Effect of sintering temperature on microstructure and mechanical properties of Inconel 718 superalloy prepared by micro-FAST

Micro-forming combined with field-activated sintering technology, named micro-FAST, is a novel method to efficiently fabricate metallic or nonmetallic materials with excellent mechanical properties and fine micro-structure. In this research, the Inconel 718 superalloy powders after ball milling were sintered via micro-FAST at three temperature conditions of 950 degrees C, 1000 degrees C and 1050 degrees C, respectively. The microstructural evolution and macroscopical mechanical properties of the sintered samples were researched. The results showed that the local Joule heat generated by the alternating electric current significantly promotes the formation and growth of the sintering necks, intensifies the volume diffusion of the substance, and improves the densification of the samples. In addition, the relative density of the sintered samples is all greater than 98%. During the micro-FAST, low sintering temperature promotes the grain refinement of the samples, and high sintering temperature enhances the grain boundaries migration. The average grain size of the sintered samples increased from 2.03 mu m at 950 degrees C to 17.8 mu m at 1050 degrees C, and the proportion of twins rises from 36.6% to 47%. Furthermore, the proportion of high-angle grain boundaries (HAGBs) is greater than 94% under the three sintering temperatures. The yield strength and hardness of the sintered sample are 554 MPa, and 397 Hv at 950 degrees C, respectively, presenting the most desirable mechanical properties.
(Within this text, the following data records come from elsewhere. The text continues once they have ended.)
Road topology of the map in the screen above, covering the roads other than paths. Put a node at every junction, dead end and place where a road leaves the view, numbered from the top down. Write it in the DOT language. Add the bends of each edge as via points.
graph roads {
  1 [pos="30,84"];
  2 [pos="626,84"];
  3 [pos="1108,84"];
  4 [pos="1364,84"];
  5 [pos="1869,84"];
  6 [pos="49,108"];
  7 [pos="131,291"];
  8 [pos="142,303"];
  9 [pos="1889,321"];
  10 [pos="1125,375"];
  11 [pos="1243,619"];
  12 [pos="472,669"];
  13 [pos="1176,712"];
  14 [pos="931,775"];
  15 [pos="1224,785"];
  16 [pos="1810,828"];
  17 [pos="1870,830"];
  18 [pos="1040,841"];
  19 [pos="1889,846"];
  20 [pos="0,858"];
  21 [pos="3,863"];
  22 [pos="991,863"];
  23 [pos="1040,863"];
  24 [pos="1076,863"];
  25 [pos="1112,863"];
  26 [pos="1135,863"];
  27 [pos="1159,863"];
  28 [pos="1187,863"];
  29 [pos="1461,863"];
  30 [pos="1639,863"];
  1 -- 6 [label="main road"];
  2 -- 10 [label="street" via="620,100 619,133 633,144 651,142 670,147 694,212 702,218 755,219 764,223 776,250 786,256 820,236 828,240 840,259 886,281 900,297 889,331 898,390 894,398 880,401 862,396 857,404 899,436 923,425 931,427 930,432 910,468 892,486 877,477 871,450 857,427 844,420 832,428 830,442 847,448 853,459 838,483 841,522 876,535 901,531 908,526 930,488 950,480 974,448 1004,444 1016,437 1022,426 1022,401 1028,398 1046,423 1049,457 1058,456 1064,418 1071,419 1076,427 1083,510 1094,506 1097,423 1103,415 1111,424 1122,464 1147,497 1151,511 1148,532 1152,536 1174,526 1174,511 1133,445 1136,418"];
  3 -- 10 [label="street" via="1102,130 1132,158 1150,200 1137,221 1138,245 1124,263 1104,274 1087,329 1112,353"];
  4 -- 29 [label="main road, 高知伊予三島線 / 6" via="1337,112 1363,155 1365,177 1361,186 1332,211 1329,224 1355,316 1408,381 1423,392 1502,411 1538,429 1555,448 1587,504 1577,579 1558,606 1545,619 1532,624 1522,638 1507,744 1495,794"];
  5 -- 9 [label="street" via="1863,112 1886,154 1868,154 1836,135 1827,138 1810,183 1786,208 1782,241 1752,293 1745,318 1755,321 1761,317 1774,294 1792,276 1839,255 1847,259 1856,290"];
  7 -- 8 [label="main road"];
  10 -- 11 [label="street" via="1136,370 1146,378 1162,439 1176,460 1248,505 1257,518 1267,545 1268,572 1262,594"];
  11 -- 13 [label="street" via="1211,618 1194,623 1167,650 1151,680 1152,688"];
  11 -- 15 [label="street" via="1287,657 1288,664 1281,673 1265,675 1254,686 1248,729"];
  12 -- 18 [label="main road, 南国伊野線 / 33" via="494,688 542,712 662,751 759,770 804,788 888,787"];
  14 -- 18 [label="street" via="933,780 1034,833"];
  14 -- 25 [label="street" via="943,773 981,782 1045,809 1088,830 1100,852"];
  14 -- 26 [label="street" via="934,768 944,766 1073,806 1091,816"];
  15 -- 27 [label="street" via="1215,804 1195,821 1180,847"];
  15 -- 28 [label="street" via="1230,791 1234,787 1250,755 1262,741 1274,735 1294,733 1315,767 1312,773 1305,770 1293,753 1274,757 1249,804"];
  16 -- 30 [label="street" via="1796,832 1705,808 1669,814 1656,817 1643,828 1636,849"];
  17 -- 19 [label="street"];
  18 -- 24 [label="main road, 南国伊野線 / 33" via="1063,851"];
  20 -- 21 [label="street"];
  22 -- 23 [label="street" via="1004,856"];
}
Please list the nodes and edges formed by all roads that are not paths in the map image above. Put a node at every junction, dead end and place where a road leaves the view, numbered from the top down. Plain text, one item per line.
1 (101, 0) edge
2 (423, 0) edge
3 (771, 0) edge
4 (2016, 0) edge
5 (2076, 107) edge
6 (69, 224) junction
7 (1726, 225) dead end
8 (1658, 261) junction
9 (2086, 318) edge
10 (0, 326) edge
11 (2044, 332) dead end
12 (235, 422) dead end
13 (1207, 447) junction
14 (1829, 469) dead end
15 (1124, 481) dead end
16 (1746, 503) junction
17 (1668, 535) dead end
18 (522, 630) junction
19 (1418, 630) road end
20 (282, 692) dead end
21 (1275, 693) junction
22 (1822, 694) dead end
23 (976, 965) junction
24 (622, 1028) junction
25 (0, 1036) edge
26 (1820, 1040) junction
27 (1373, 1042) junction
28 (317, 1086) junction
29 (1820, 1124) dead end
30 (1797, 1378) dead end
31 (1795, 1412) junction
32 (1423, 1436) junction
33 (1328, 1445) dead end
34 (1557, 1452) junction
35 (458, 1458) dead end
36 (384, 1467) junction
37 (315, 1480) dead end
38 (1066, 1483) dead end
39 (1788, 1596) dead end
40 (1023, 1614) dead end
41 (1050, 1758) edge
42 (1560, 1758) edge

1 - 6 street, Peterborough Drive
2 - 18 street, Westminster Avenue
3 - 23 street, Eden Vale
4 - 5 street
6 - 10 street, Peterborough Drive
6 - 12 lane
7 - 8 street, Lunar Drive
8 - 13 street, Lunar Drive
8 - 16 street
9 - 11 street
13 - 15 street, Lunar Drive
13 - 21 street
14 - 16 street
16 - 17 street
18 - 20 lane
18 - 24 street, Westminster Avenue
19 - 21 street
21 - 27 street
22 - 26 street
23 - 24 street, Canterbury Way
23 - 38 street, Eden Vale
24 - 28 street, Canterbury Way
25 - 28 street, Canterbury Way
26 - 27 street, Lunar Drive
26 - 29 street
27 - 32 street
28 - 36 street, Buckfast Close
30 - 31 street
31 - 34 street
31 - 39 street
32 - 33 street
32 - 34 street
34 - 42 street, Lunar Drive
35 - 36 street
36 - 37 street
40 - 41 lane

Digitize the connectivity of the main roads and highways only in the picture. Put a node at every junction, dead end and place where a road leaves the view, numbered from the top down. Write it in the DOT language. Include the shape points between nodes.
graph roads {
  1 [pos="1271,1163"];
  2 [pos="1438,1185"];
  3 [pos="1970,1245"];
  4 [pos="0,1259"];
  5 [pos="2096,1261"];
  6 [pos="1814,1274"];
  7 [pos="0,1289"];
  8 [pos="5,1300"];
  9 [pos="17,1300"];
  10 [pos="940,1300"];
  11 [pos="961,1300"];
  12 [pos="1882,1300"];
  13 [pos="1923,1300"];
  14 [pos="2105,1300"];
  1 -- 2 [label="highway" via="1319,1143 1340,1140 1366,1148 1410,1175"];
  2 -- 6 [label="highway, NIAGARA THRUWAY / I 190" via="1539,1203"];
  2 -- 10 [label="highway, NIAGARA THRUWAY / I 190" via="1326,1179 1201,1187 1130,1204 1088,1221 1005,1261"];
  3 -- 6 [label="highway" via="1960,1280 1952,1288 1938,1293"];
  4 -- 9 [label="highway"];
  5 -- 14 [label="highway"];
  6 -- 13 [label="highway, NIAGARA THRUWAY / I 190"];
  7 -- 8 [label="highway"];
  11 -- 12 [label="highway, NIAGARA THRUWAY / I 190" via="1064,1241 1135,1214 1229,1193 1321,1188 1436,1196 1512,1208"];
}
Compared with mechanical properties of the sample sintered by spark plasma sintering (SPS), the samples achieved by micro-FAST present superior strength and plasticity.

Automated summary

Micro-FAST combines micro-forming with field-activated sintering technology, utilizing local Joule heat generated by alternating electric current to promote sintering neck formation and growth, improving sample densification. Different sintering temperatures impact grain refinement and grain boundaries migration. The sintered samples achieve a relative density greater than 98%, with the samples produced at 950 degrees Celsius exhibiting the most desirable mechanical properties.